Source data:
:::::

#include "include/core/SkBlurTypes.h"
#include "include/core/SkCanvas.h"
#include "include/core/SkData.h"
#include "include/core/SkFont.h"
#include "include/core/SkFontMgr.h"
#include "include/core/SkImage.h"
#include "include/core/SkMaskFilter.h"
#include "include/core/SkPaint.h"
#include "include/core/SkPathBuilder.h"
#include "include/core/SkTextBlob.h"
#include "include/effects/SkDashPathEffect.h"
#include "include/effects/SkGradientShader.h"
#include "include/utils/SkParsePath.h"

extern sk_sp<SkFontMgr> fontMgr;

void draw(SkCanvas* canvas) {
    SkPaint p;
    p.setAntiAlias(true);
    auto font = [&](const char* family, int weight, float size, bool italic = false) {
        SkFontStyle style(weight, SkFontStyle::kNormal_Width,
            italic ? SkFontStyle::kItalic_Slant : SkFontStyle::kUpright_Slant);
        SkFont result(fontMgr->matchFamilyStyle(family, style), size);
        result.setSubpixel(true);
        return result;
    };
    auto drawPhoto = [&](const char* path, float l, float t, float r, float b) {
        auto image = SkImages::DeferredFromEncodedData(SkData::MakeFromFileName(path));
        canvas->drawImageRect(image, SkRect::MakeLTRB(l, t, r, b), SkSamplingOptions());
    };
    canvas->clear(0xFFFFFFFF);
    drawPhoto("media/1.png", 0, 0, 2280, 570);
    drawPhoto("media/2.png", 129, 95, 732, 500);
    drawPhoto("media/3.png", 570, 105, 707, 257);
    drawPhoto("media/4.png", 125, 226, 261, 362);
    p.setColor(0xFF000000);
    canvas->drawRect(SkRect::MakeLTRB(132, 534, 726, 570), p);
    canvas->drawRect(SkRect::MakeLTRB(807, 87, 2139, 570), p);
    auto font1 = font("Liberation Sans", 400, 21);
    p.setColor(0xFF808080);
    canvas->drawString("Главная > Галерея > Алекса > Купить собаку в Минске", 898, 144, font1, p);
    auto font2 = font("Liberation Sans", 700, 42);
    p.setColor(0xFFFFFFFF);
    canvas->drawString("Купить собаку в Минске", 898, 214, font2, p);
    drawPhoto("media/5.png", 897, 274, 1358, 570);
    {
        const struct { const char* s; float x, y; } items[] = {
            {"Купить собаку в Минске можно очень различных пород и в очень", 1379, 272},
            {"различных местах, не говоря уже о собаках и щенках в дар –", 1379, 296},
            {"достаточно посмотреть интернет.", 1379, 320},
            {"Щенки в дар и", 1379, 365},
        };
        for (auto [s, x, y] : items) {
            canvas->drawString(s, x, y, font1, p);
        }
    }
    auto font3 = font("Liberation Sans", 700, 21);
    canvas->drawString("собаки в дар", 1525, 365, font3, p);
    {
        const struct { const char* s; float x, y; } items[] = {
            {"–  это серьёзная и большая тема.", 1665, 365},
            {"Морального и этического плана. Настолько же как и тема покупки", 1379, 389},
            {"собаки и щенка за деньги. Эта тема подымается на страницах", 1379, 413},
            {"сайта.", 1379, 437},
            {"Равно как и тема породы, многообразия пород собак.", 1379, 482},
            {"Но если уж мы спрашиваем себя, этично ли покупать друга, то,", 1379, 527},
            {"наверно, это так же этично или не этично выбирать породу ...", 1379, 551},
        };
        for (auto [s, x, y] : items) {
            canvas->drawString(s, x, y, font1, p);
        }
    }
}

:::::

What to produce: Pull every line with the string "italic" from the data above.

Result of the task:
    auto font = [&](const char* family, int weight, float size, bool italic = false) {
            italic ? SkFontStyle::kItalic_Slant : SkFontStyle::kUpright_Slant);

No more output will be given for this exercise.